To start each week off right, Ector Middle School Principal Charles Quintela offers “Motivational Monday” with speakers from within the school and Ector County Independent School District.

The talks take place during all the lunch periods — about six times — and impact the whole student body of about 1,500 youngsters.

Coach William Iker, who gave a presentation May 7, said the teachers and administrators want to infuse a positive outlook into the students’ lives and offer ways to cope and different perspectives. It also gives campus faculty and administrators a chance to relate their own experiences to the students.

Quintela said his philosophy is that motivation is like a bath: “We need one every day.”

As a coach, Quintela said, Iker speaks to about 15 percent of the school population and Quintela wanted the rest of the students to hear what Iker had to say.

ECISD has eight campuses on improvement required status under state accountability regulations. Ector Middle School, Noel and Zavala elementary are in their fifth year. If the campuses don’t come off the list, they will face closure or the Texas Education Commissioner will appoint a board of managers over the whole district.

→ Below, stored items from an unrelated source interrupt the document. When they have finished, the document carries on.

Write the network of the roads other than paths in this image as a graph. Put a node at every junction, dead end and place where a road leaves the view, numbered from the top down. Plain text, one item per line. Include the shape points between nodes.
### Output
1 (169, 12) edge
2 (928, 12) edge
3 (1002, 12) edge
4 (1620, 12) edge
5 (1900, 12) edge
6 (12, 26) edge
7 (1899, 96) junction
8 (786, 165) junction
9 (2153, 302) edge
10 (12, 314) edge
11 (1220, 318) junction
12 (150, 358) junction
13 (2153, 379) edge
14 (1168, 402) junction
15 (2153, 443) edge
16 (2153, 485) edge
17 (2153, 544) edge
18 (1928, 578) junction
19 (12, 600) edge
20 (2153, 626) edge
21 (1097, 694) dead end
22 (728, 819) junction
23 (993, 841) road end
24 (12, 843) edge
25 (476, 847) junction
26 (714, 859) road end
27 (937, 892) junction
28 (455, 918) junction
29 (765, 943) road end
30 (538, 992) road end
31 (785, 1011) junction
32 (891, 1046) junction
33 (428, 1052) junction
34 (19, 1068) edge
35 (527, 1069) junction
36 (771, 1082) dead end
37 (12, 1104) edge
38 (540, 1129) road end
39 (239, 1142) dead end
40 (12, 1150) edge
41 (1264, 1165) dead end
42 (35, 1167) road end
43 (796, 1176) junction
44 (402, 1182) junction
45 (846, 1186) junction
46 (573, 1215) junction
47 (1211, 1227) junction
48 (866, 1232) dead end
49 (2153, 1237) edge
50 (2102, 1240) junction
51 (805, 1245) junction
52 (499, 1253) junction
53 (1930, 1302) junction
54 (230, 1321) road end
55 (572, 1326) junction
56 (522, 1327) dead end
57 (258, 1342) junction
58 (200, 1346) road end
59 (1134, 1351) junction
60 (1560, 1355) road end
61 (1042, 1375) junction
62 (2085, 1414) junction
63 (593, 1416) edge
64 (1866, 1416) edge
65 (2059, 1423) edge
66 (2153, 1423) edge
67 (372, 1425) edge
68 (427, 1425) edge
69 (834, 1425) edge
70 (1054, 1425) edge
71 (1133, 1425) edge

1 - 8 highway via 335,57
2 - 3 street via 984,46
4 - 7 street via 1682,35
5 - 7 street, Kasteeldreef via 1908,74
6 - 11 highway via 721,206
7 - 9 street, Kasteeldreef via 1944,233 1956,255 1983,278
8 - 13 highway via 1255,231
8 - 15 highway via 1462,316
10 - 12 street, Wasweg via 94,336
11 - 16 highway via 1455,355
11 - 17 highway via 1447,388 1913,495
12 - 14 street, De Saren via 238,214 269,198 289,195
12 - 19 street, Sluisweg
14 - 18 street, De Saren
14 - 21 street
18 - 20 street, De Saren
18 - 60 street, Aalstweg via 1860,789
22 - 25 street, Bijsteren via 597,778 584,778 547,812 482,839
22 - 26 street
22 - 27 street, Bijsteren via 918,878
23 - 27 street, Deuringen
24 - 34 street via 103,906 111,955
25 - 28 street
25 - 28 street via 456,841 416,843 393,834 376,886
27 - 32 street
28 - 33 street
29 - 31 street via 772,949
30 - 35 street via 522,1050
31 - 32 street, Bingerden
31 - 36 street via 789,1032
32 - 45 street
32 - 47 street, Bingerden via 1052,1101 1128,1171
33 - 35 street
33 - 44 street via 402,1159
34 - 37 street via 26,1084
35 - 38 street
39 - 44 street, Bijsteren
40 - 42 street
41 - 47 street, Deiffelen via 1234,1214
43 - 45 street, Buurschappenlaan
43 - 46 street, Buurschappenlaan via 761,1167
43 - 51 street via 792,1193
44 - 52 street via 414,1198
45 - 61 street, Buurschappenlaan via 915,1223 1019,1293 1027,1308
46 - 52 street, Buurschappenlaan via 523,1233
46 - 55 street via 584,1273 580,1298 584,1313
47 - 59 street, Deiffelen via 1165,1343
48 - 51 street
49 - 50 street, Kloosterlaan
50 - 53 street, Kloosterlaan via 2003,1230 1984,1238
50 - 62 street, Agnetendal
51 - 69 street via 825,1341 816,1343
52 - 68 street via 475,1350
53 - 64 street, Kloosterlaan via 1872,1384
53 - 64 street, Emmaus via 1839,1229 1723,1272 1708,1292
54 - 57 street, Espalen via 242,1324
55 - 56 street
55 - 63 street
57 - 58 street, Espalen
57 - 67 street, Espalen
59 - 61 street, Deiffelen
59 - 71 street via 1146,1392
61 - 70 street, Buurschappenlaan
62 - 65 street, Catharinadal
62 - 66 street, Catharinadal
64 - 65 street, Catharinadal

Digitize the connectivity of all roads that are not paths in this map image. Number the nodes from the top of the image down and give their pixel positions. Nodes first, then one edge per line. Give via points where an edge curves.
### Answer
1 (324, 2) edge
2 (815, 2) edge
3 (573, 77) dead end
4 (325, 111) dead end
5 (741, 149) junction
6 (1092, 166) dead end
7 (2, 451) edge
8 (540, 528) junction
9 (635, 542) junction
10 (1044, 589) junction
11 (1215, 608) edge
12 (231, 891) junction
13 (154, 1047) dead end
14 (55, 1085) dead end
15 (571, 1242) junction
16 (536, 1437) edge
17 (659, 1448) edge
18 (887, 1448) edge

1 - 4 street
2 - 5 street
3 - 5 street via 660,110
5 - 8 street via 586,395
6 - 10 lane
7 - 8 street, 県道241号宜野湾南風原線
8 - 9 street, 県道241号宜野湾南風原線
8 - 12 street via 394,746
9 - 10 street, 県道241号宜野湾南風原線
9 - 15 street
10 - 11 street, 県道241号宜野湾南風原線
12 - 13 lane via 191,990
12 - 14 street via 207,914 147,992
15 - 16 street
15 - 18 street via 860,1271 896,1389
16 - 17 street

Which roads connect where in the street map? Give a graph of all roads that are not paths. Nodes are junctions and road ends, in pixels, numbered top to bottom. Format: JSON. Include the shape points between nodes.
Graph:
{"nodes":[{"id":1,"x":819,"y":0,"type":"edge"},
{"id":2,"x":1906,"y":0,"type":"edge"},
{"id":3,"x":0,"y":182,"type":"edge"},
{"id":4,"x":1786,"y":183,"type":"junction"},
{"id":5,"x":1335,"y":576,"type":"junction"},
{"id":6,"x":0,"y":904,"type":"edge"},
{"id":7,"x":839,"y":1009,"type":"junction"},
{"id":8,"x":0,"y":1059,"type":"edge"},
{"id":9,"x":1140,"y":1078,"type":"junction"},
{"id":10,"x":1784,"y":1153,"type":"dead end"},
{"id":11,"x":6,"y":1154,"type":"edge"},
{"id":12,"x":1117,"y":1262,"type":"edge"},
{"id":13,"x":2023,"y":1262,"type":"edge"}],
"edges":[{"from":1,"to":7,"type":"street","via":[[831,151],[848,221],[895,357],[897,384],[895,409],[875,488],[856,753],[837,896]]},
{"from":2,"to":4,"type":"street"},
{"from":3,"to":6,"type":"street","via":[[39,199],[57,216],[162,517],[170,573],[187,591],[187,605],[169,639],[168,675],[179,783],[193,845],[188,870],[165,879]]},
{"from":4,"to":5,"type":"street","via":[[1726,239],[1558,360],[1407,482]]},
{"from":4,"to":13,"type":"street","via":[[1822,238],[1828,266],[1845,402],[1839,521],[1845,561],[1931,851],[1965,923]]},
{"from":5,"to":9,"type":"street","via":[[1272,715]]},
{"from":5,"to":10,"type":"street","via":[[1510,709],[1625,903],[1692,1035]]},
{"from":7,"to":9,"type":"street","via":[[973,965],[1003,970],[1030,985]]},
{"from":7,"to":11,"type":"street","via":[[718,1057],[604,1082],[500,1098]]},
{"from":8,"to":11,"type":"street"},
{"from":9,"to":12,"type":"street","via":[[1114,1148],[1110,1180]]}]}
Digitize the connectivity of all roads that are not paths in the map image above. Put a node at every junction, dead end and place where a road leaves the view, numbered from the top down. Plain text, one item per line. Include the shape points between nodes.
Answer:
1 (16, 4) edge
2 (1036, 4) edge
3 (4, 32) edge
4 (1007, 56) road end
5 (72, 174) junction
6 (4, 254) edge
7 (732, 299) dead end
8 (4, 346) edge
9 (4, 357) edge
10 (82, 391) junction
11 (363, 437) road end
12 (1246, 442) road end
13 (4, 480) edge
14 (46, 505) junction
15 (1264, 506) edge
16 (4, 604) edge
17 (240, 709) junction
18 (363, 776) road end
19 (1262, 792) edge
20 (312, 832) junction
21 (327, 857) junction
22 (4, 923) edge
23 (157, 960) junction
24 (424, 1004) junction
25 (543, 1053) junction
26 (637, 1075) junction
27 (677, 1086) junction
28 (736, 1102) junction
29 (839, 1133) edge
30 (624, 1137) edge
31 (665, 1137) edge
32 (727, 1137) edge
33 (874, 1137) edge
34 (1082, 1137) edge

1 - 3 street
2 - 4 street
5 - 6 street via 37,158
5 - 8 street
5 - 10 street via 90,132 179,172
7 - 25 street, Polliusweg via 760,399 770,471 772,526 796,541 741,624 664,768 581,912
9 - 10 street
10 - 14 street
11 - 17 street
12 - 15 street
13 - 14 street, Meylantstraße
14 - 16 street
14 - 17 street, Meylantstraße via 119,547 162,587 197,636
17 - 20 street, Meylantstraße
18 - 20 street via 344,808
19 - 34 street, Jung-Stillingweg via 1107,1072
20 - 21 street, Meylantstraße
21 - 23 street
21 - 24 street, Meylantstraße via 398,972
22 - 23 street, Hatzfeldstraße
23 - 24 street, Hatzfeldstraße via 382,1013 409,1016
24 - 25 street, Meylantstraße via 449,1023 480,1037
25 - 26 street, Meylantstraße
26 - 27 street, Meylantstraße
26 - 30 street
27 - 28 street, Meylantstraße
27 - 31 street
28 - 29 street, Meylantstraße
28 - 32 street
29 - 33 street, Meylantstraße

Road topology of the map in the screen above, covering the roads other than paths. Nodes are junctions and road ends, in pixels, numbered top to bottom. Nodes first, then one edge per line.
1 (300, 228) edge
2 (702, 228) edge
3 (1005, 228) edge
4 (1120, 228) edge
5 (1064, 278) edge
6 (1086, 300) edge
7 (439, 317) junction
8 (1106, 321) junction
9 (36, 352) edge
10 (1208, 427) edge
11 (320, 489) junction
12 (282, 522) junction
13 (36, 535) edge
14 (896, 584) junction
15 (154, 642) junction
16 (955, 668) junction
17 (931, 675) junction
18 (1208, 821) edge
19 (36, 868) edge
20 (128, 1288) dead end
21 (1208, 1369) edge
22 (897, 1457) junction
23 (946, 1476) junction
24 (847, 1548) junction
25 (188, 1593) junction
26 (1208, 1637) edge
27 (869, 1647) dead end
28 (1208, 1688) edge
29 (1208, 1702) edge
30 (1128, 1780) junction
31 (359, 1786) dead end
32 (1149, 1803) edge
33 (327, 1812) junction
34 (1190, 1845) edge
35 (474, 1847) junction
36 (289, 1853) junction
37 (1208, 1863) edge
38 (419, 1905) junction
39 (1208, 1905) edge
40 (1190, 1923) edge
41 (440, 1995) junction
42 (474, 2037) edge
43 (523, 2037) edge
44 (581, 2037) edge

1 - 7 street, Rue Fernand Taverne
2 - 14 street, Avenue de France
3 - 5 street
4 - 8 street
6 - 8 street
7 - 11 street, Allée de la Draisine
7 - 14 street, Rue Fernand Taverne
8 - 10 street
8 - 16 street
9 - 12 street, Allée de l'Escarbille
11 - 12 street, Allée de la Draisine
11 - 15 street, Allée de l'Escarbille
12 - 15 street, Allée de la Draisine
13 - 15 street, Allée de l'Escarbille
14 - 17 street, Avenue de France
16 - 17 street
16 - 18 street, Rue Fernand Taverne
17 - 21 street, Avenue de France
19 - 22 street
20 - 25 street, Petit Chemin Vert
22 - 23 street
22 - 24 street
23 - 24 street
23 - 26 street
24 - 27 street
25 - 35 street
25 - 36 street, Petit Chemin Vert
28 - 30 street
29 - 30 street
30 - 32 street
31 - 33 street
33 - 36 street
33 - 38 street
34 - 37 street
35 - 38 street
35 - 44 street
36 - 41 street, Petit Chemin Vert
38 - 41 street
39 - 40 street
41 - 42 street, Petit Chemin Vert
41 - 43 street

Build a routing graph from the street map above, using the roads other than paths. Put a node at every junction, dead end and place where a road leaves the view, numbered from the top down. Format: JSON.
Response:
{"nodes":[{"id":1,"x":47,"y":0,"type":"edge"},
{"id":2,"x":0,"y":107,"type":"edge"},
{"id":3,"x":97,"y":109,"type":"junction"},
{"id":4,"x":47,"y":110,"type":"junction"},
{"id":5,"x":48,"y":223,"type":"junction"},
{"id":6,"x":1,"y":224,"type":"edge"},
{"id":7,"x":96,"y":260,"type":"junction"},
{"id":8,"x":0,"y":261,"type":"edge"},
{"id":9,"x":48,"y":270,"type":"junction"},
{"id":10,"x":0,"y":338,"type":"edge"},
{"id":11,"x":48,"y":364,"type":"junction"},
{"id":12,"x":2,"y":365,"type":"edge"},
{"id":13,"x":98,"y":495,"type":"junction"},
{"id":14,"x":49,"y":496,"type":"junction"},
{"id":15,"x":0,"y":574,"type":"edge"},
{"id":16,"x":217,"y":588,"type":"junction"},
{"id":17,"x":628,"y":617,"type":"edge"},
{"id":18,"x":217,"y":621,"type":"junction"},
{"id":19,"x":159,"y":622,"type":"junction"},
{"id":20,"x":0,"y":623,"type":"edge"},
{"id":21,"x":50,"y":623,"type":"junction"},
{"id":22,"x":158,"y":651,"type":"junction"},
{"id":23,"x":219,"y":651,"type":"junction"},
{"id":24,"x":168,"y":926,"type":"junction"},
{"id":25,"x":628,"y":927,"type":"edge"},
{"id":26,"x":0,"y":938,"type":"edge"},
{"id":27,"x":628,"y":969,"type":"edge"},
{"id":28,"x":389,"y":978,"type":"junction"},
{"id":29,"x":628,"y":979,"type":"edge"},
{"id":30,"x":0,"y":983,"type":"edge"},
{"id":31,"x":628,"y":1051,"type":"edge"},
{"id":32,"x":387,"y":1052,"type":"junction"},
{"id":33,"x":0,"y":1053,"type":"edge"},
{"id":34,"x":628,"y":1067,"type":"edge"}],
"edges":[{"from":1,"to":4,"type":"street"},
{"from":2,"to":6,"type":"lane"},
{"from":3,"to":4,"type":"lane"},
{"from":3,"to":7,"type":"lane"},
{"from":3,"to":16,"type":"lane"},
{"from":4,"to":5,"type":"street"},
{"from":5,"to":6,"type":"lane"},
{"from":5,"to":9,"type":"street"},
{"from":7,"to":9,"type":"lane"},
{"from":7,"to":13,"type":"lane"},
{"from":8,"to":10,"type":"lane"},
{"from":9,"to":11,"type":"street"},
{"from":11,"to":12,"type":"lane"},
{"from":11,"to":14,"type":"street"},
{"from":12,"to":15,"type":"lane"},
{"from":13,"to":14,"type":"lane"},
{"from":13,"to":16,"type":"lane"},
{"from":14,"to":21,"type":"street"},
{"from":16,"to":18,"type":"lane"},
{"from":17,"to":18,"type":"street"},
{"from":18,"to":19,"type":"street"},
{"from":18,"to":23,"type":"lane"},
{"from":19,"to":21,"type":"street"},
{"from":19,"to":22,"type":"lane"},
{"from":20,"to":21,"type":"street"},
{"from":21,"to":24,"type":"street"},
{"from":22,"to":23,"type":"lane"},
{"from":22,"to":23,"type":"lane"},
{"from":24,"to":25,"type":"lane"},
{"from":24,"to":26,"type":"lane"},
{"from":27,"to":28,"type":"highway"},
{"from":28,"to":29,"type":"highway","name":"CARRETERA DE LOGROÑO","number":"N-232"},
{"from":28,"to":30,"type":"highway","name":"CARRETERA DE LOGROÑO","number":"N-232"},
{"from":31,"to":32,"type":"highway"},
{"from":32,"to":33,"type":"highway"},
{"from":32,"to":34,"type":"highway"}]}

Iker said he was “going to talk to them about proving the community wrong because of the negative outlook on Ector right now.

We believe our student body has the ability to prove Ector County wrong, (that they have) the ability to go out there and exceed state standards on the STAAR,” he said. “We honestly believe that and we want our kids to believe that. We’re going to fill their heads with everything they need to hear — educational, motivational, inspirational — whatever it needs to be …”

Iker said the school is trying to make success second nature to students.

“We will show a video from YouTube, ‘Prove Them Wrong,’ then talk to them, deliver the message of ‘I can; I will; I must,’ trying to get them to internalize, to believe they can and they must be successful in life,” he said.

Seventh-graders Mikahel DeLeon, 13, and Jose Guerrero, 12, said the talks are encouraging.

“It helps me motivate myself inside the classroom to try better because whenever I try better, I get better grades. It makes my mom happy … It makes me feel like I’m bringing it out for my parents, my family,” DeLeon said.

DeLeon said the presentations also help the students see what other people went through to get where they are and how students like him can do even better.

“It’s helped me to improve in what I do because it’s just pushing me to where I need to go and where I want to go,” Guerrero said.

Quintela said he had motivational Fridays when he was at the Alternative Education Center to encourage students to leave on a good note at the end of the week and not get arrested or do drugs or “crazy stuff.”

“But here, I do it on Monday so we give them that motivation to have a great week, to be focused, be directed, to have that expectation laid out before them,” Quintela said.

He added that at first administrators were speaking to the students, but teachers are now participating.

“That makes a world of difference because they’re buying into the social-emotional component of what successful schools do. They create a culture that speaks of kids; it doesn’t speak of adults. Everything we’re trying to do is speaking to the kid, speaking of the kid and celebrating kids,” Quintela said.

Ector Middle School Coach William Iker speaks to students during lunch on Monday as part of Motivational Monday.